Она взяла его за подбородок, просветила насквозь своими древними, искрящимися юмором, мудрыми глазами.

— Ну? — сказала она, ожидая с видом сивиллы, а он смотрел в сторону, чувствуя, зная подсознательно, что от нее не спрячешь свою ложь.

С некоторыми оговорками он поведал ей о Доке Сэвидже и Снежном Королевстве в Акалуке.

Фантастическое воображение, подумала она, гладя его по щеке.

— Что такое гермафродит? — спросил Нильс.

— Считается, что это такое существо, полуженщина-полумужчина, только я не верю, что оно есть на самом деле. Это все из мифологии: половина Гермеса, половина Афродиты, понимаешь? А что?

Он рассказал о карнавале пожарных и мальтийском чудовище.

— Как твои руки? — спросил он, видя, как она осторожно разжимает сведенные судорогой пальцы.

Она оставила вопрос без внимания. Никогда не слышал он жалоб на боль, что грызла ее суставы. Чтобы развеселить ее, за серебряную цепочку он вытащил из-за пазухи хамелеона и посадил на солнышко между ними.

— Он задохнется там у тебя внутри, — сказала она, думая, каким очаровательным он может быть иногда.

— Да нет, он нормально дышит. Мне нравится, как он царапается. И это не хамелеон, это василиск. Видишь, у него вместо глаза — алмаз. Не смотри ему в глаза, а то он превратит тебя в камень.

— Ящерица Медузы по меньшей мере... — Как странно. Что делать с этим мальчишкой? Но от кого же он услышал про василиска, как не от нее? И об единороге, и русалках Рейна — эти водяные создания прячутся рядом, в глубине, еще один секрет, которым он с ней поделился. Она покачала головой и укрыла влажным мхом цветы в корзинке: подсолнух, анютины глазки, львиный зев, крапчатые лилии и лютики. Взяв лютик, он сунул его ей под подбородок. Да, ей нравятся лютики. Но самый любимый цветок — подсолнух. Он взял один и дунул в него, распустив в воздухе облачко пыли.
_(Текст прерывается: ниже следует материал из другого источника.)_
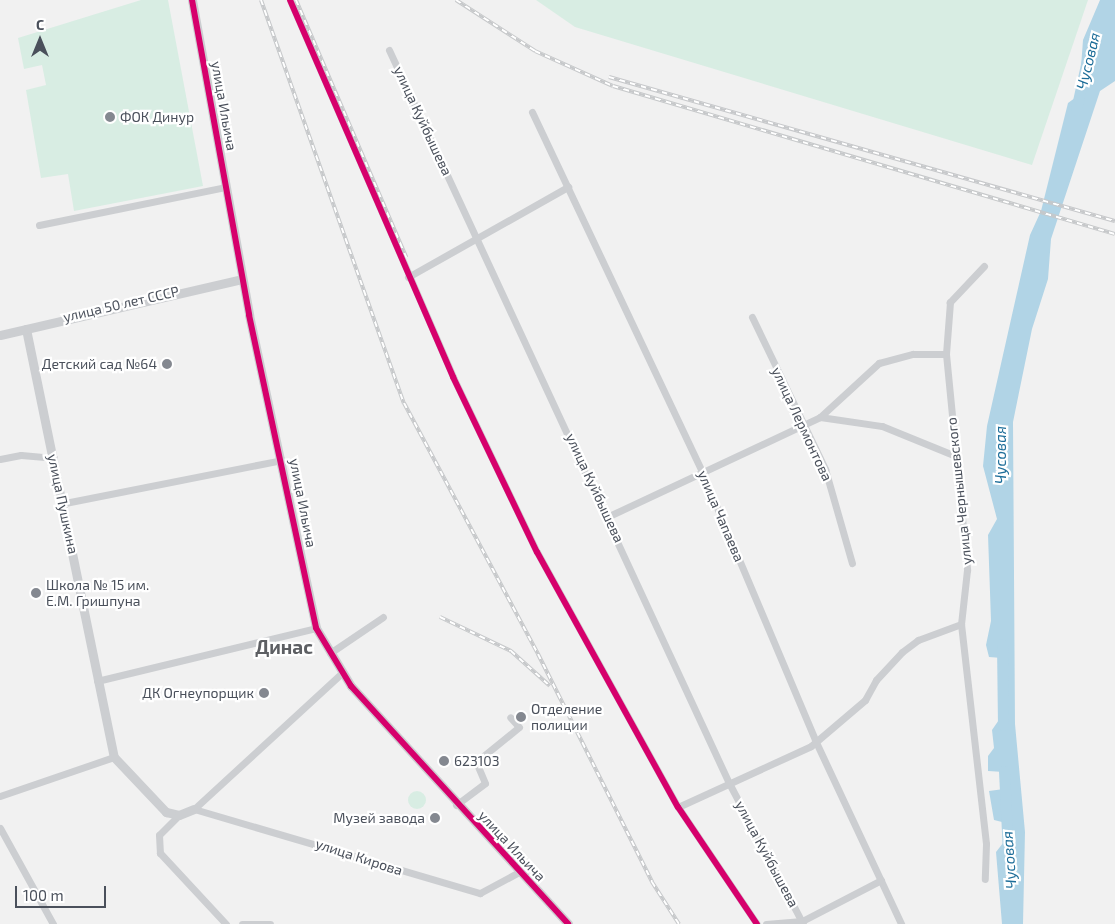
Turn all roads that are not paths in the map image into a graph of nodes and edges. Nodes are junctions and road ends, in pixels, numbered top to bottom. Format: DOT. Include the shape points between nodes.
graph roads {
  1 [pos="192,0"];
  2 [pos="290,0"];
  3 [pos="389,50"];
  4 [pos="532,112"];
  5 [pos="226,187"];
  6 [pos="568,187"];
  7 [pos="39,225"];
  8 [pos="478,237"];
  9 [pos="984,266"];
  10 [pos="408,277"];
  11 [pos="242,279"];
  12 [pos="752,317"];
  13 [pos="26,329"];
  14 [pos="0,335"];
  15 [pos="946,354"];
  16 [pos="820,417"];
  17 [pos="803,426"];
  18 [pos="953,455"];
  19 [pos="54,458"];
  20 [pos="0,459"];
  21 [pos="282,460"];
  22 [pos="702,472"];
  23 [pos="65,503"];
  24 [pos="609,516"];
  25 [pos="852,563"];
  26 [pos="383,617"];
  27 [pos="961,624"];
  28 [pos="316,628"];
  29 [pos="330,653"];
  30 [pos="342,673"];
  31 [pos="97,681"];
  32 [pos="510,717"];
  33 [pos="815,740"];
  34 [pos="114,757"];
  35 [pos="729,783"];
  36 [pos="0,796"];
  37 [pos="456,805"];
  38 [pos="678,807"];
  39 [pos="194,809"];
  40 [pos="178,816"];
  41 [pos="0,828"];
  42 [pos="520,872"];
  43 [pos="985,879"];
  44 [pos="881,880"];
  45 [pos="803,922"];
  46 [pos="53,924"];
  47 [pos="226,924"];
  48 [pos="242,924"];
  49 [pos="270,924"];
  50 [pos="568,924"];
  51 [pos="757,924"];
  52 [pos="766,924"];
  53 [pos="902,924"];
  1 -- 5 [label="street, улица Ильича"];
  2 -- 10 [label="street"];
  3 -- 8 [label="street, улица Куйбышева"];
  4 -- 6 [label="street, улица Чапаева"];
  5 -- 7 [label="street"];
  5 -- 11 [label="street, улица Ильича"];
  6 -- 8 [label="street"];
  6 -- 22 [label="street, улица Чапаева"];
  8 -- 10 [label="street"];
  8 -- 24 [label="street, улица Куйбышева"];
  9 -- 15 [label="street, улица Чернышевского" via="950,302"];
  10 -- 38 [label="street" via="537,552"];
  11 -- 13 [label="street, улица 50 лет СССР"];
  11 -- 21 [label="street, улица Ильича"];
  12 -- 17 [label="street, улица Лермонтова"];
  13 -- 14 [label="street, улица 50 лет СССР"];
  13 -- 19 [label="street, улица Пушкина"];
  15 -- 16 [label="street" via="913,354 879,363"];
  15 -- 18 [label="street, улица Чернышевского"];
  16 -- 17 [label="street"];
  16 -- 18 [label="street" via="882,426"];
  17 -- 22 [label="street"];
  17 -- 25 [label="street, улица Лермонтова" via="825,469"];
  18 -- 27 [label="street, улица Чернышевского" via="967,570"];
  19 -- 20 [label="street" via="21,455"];
  19 -- 23 [label="street, улица Пушкина"];
  21 -- 23 [label="street"];
  21 -- 28 [label="street, улица Ильича"];
  22 -- 24 [label="street"];
  22 -- 33 [label="street, улица Чапаева"];
  23 -- 31 [label="street, улица Пушкина"];
  24 -- 35 [label="street, улица Куйбышева"];
  26 -- 29 [label="street"];
  27 -- 33 [label="street" via="918,640 902,652 876,680 865,700"];
  27 -- 43 [label="street, улица Чернышевского" via="986,844"];
  28 -- 29 [label="street, улица Ильича"];
  28 -- 31 [label="street"];
  29 -- 30 [label="street, улица Ильича"];
  30 -- 37 [label="street, улица Ильича"];
  30 -- 39 [label="street"];
  31 -- 34 [label="street, улица Пушкина"];
  32 -- 37 [label="street" via="519,727 476,762 485,783"];
  33 -- 35 [label="street" via="800,753"];
  33 -- 44 [label="street, улица Чапаева"];
  34 -- 36 [label="street"];
  34 -- 40 [label="street" via="166,812"];
  35 -- 38 [label="street"];
  35 -- 45 [label="street, улица Куйбышева"];
  37 -- 42 [label="street, улица Ильича"];
  38 -- 51 [label="street"];
  39 -- 40 [label="street"];
  39 -- 42 [label="street, улица Кирова" via="480,892"];
  40 -- 47 [label="street" via="159,835 160,853"];
  41 -- 46 [label="street"];
  42 -- 50 [label="street, улица Ильича"];
  44 -- 45 [label="street"];
  44 -- 53 [label="street, улица Чапаева"];
  45 -- 52 [label="street"];
  48 -- 49 [label="street"];
}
— Да, здесь подсолнухи всегда покрыты пылью... — Но ей все равно приятно на них смотреть. Они напоминают ей Санкт-Петербург, где ветры русских степей сдувают пыль с этих цветов.

— Это правда, что подсолнух весь день поворачивается лицом к солнцу?

— Думаю, просто суеверие. Но ведь русские все суеверны, ты знаешь. Смотри! — Она зажала его лицо в ладонях и повернула к солнцу.

— Подсолнух! — воскликнул он, гордо улыбаясь и щурясь на солнце. Она позволила глазам еще немного отдохнуть на его лице; ах, чистота его черт, цветочно-нежная кожа с золотистым налетом ниже челки. Вот он, ее podsolnechnik, ее здешний подсолнух; утратив подсолнухи России, здесь она нашла самый драгоценный цветок ее сердца.

— Чему ты улыбаешься?

— Ах, — сказала она, — я вспоминаю тот день, когда мы играли с тобой в подсолнух и ты испугался этой гадкой вороны. Мой douschka, какой же ты был плакса!

— Неправда! — оттолкнул он ее.

— Правда. Ведь все люди плачут. Это полезно для легких. Ага. Когда твой дядя приедет домой, поможешь мне отвезти цветы?

Он побледнел, глядя на нее с испугом. Дядя Джордж? Домой?

— Отвезти цветы? — повторил он дрожащим голосом, к горлу подступила тошнота.

— На кладбище. Когда дядя Джордж приедет. Винни отвезет нас на его машине, и мы украсим могилы. Мы уедем тайно и никому ничего не скажем, так что твоя мама не расстроится, а?